**ASSIGNMENT**
Scan the entries that follow and copy out every line containing "Веры".

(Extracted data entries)

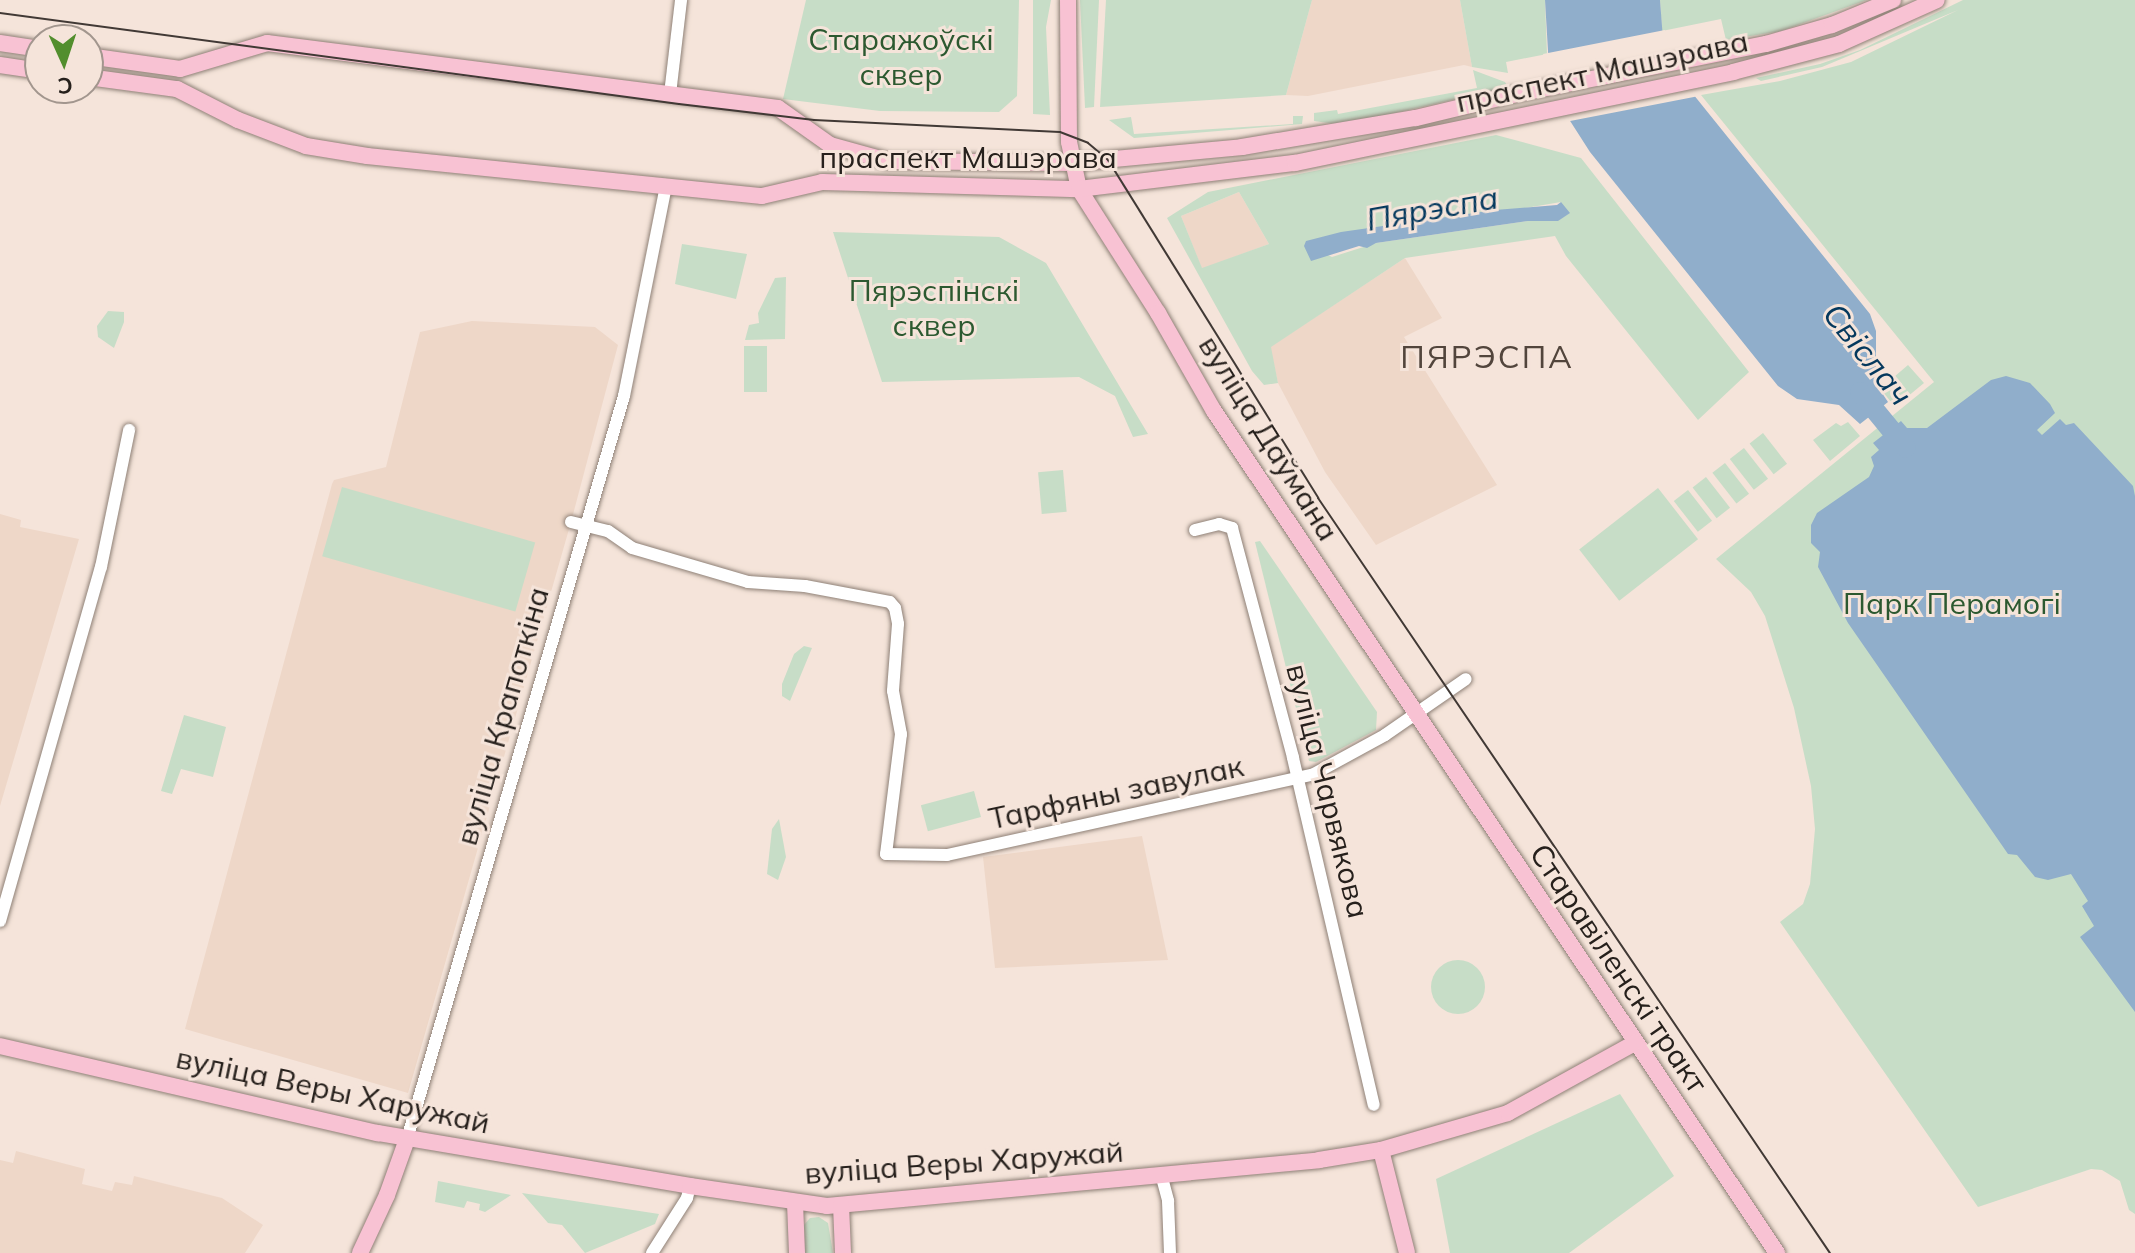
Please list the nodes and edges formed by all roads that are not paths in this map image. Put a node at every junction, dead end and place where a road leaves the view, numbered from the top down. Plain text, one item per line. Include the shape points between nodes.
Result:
1 (681, 0) edge
2 (1068, 0) edge
3 (1893, 0) edge
4 (1937, 0) edge
5 (0, 43) edge
6 (24, 47) edge
7 (104, 58) edge
8 (0, 65) edge
9 (170, 68) junction
10 (24, 69) edge
11 (104, 79) edge
12 (168, 89) junction
13 (670, 94) junction
14 (1440, 113) junction
15 (1444, 132) junction
16 (1071, 163) junction
17 (666, 185) junction
18 (1079, 189) junction
19 (129, 430) dead end
20 (571, 522) dead end
21 (585, 525) junction
22 (1195, 530) dead end
23 (1466, 679) dead end
24 (1416, 715) junction
25 (1297, 780) junction
26 (0, 921) edge
27 (1635, 1043) junction
28 (0, 1046) edge
29 (1374, 1105) dead end
30 (407, 1139) junction
31 (1381, 1150) junction
32 (1161, 1174) junction
33 (690, 1186) junction
34 (795, 1203) junction
35 (841, 1205) junction
36 (360, 1253) edge
37 (652, 1253) edge
38 (797, 1253) edge
39 (843, 1253) edge
40 (1170, 1253) edge
41 (1407, 1253) edge
42 (1777, 1253) edge

1 - 13 street
2 - 16 main road, вуліца Даўмана
3 - 14 main road, праспект Машэрава via 1832,25 1729,52
4 - 15 main road, праспект Машэрава via 1839,44 1733,72
5 - 6 main road
7 - 9 main road, праспект Машэрава
8 - 10 main road
9 - 12 main road
9 - 13 main road, праспект Машэрава via 267,43
11 - 12 main road, праспект Машэрава
12 - 17 main road, праспект Машэрава via 306,146
13 - 16 main road, праспект Машэрава via 778,108 830,145 888,161
14 - 15 main road via 1451,120
14 - 16 main road, праспект Машэрава via 1267,144
15 - 18 main road, праспект Машэрава via 1250,170
16 - 18 main road, вуліца Даўмана
17 - 18 main road, праспект Машэрава via 762,196 822,182
17 - 21 street, вуліца Крапоткіна via 624,396
18 - 24 main road, вуліца Даўмана via 1214,411
19 - 26 street via 101,567
20 - 21 street
21 - 25 street, Тарфяны завулак via 608,531 632,548 748,582 890,602 898,624 893,691 901,734 886,854 947,855
21 - 30 street, вуліца Крапоткіна
22 - 25 street, вуліца Чарвякова via 1219,524 1232,528
23 - 24 street, Тарфяны завулак
24 - 25 street, Тарфяны завулак via 1357,752
24 - 27 main road, Старавіленскі тракт
25 - 29 street, вуліца Чарвякова
27 - 31 main road, вуліца Веры Харужай via 1508,1113
27 - 42 main road, Старавіленскі тракт
28 - 30 main road, вуліца Веры Харужай
30 - 33 main road, вуліца Веры Харужай
30 - 36 main road, вуліца Крапоткіна
31 - 32 main road, вуліца Веры Харужай
31 - 41 main road
32 - 35 main road, вуліца Веры Харужай
32 - 40 street
33 - 34 main road, вуліца Веры Харужай
33 - 37 street
34 - 35 main road, вуліца Веры Харужай
34 - 38 main road
35 - 39 main road

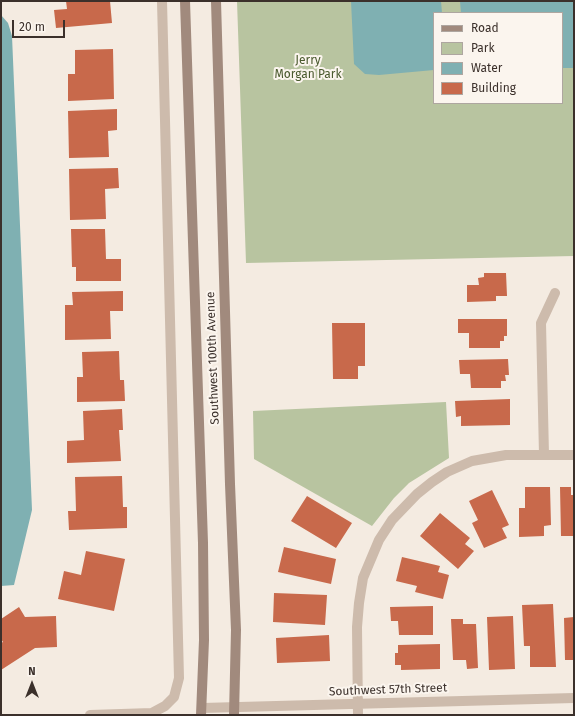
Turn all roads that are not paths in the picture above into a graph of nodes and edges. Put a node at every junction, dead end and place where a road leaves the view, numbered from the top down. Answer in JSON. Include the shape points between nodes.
{"nodes":[{"id":1,"x":162,"y":1,"type":"edge"},
{"id":2,"x":185,"y":1,"type":"edge"},
{"id":3,"x":216,"y":1,"type":"edge"},
{"id":4,"x":555,"y":293,"type":"dead end"},
{"id":5,"x":574,"y":454,"type":"edge"},
{"id":6,"x":544,"y":455,"type":"junction"},
{"id":7,"x":574,"y":698,"type":"edge"},
{"id":8,"x":358,"y":704,"type":"junction"},
{"id":9,"x":202,"y":711,"type":"edge"},
{"id":10,"x":234,"y":711,"type":"edge"},
{"id":11,"x":90,"y":715,"type":"edge"},
{"id":12,"x":358,"y":715,"type":"edge"}],
"edges":[{"from":1,"to":11,"type":"street","via":[[179,678],[174,697],[165,706],[152,712]]},
{"from":2,"to":9,"type":"main road","name":"Southwest 100th Avenue","via":[[203,543]]},
{"from":3,"to":10,"type":"main road","name":"Southwest 100th Avenue","via":[[236,630]]},
{"from":4,"to":6,"type":"street","via":[[541,323]]},
{"from":5,"to":6,"type":"street"},
{"from":6,"to":8,"type":"street","via":[[506,456],[472,461],[447,472],[416,494],[392,520],[379,540],[363,578],[357,627]]},
{"from":7,"to":8,"type":"street","name":"Southwest 57th Street"},
{"from":8,"to":10,"type":"street","name":"Southwest 57th Street"},
{"from":8,"to":12,"type":"street"},
{"from":9,"to":10,"type":"street","name":"Southwest 57th Street"}]}
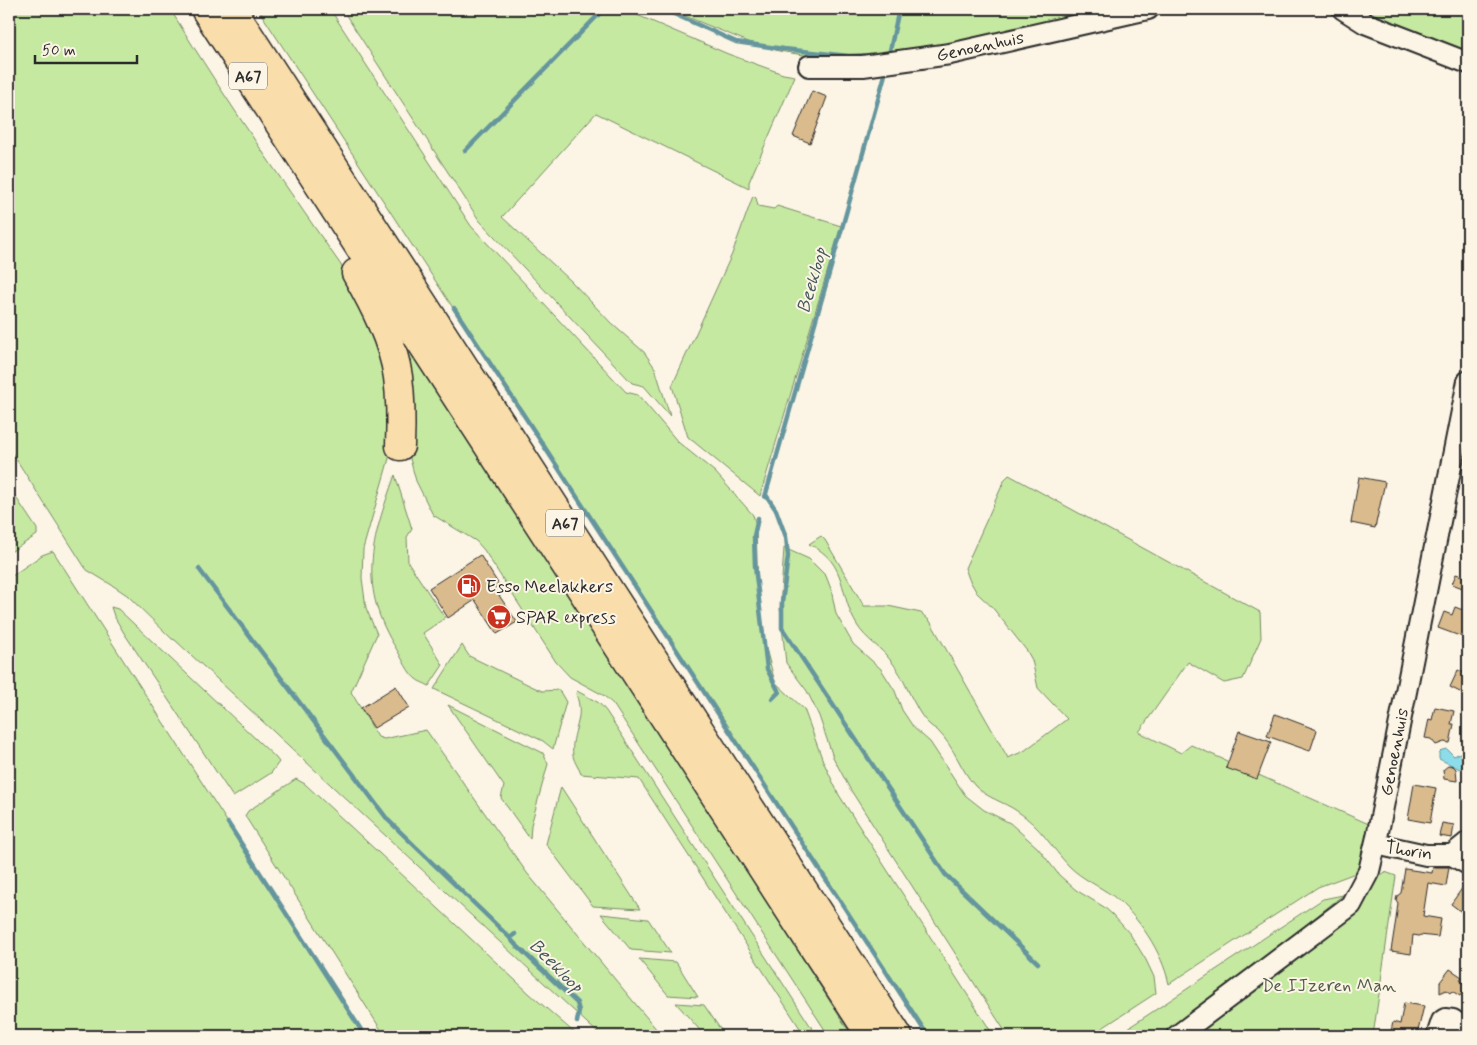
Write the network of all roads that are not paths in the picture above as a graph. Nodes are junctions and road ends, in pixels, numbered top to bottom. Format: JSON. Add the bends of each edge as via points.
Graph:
{"nodes":[{"id":1,"x":205,"y":9,"type":"edge"},
{"id":2,"x":232,"y":9,"type":"edge"},
{"id":3,"x":1148,"y":9,"type":"edge"},
{"id":4,"x":1343,"y":9,"type":"edge"},
{"id":5,"x":1468,"y":63,"type":"edge"},
{"id":6,"x":809,"y":66,"type":"dead end"},
{"id":7,"x":291,"y":142,"type":"junction"},
{"id":8,"x":1468,"y":381,"type":"edge"},
{"id":9,"x":400,"y":446,"type":"dead end"},
{"id":10,"x":1468,"y":842,"type":"edge"},
{"id":11,"x":1376,"y":844,"type":"junction"},
{"id":12,"x":1460,"y":859,"type":"edge"},
{"id":13,"x":1441,"y":1028,"type":"edge"},
{"id":14,"x":1468,"y":1031,"type":"edge"},
{"id":15,"x":871,"y":1036,"type":"edge"},
{"id":16,"x":898,"y":1036,"type":"edge"},
{"id":17,"x":1177,"y":1036,"type":"edge"}],
"edges":[{"from":1,"to":7,"type":"highway","number":"A67"},
{"from":2,"to":16,"type":"highway","number":"A67"},
{"from":3,"to":6,"type":"street","name":"Genoenhuis","via":[[950,54],[863,66]]},
{"from":4,"to":5,"type":"street","via":[[1365,23]]},
{"from":7,"to":9,"type":"highway","number":"A67","via":[[320,210],[384,327],[398,375]]},
{"from":7,"to":15,"type":"highway","number":"A67"},
{"from":8,"to":11,"type":"street","name":"Genoenhuis"},
{"from":10,"to":12,"type":"street","name":"Thorin"},
{"from":11,"to":12,"type":"street","name":"Thorin"},
{"from":11,"to":17,"type":"street","name":"Genoenhuis","via":[[1369,871],[1351,905]]},
{"from":13,"to":14,"type":"street","via":[[1453,1020]]}]}
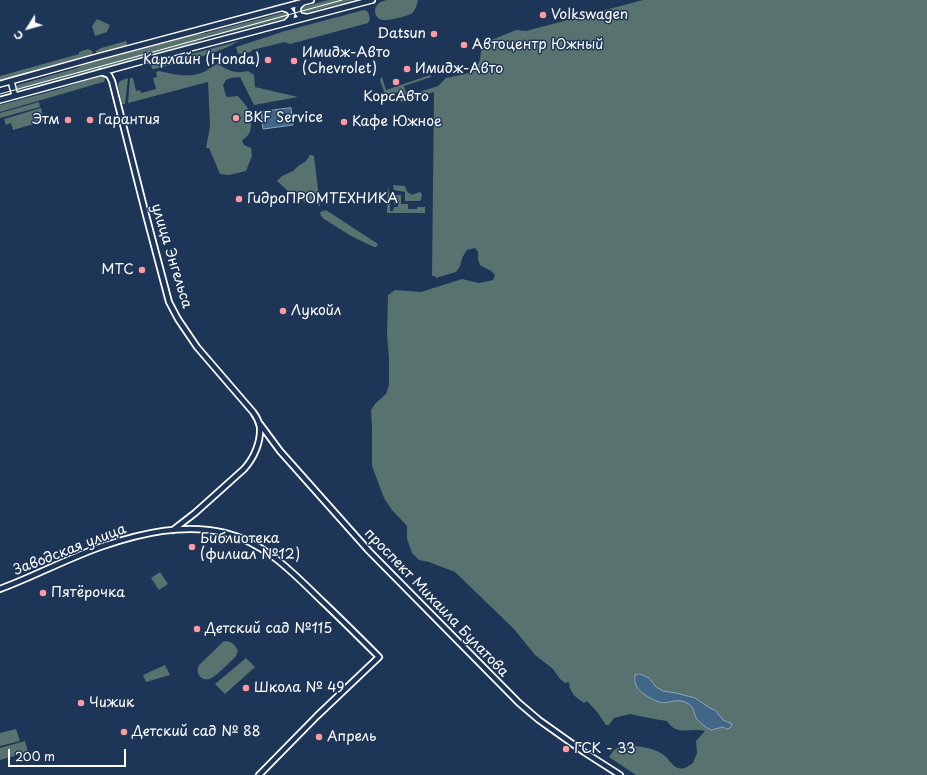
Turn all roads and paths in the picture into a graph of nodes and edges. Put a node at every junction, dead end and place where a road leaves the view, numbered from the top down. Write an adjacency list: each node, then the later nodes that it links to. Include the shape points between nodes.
1 (372, 0): 4 (main road)
2 (309, 1): 3 (main road); 4 (main road, via 299,6 297,11 300,16)
3 (277, 9): 5 (main road, via 287,8 292,14 289,21); 7 (main road)
4 (312, 16): 5 (main road)
5 (280, 25): 6 (main road)
6 (101, 72): 9 (main road); 11 (street, улица Энгельса, via 109,75 112,81 156,256 173,310 197,347 253,412)
7 (11, 81): 8 (main road); 9 (main road)
8 (0, 84)
9 (15, 96): 10 (main road)
10 (0, 100)
11 (258, 422): 12 (street, Заводская улица, via 260,426 253,458 238,475); 15 (street, проспект Михаила Булатова, via 280,451 369,551 519,703 539,720)
12 (173, 530): 13 (street, Заводская улица, via 103,546); 14 (street, Заводская улица, via 194,529 226,533 268,552 379,657)
13 (0, 589)
14 (259, 775)
15 (620, 775)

**TASK OUTPUT**
27 - 31 main road, вуліца Веры Харужай via 1508,1113
28 - 30 main road, вуліца Веры Харужай
30 - 33 main road, вуліца Веры Харужай
31 - 32 main road, вуліца Веры Харужай
32 - 35 main road, вуліца Веры Харужай
33 - 34 main road, вуліца Веры Харужай
34 - 35 main road, вуліца Веры Харужай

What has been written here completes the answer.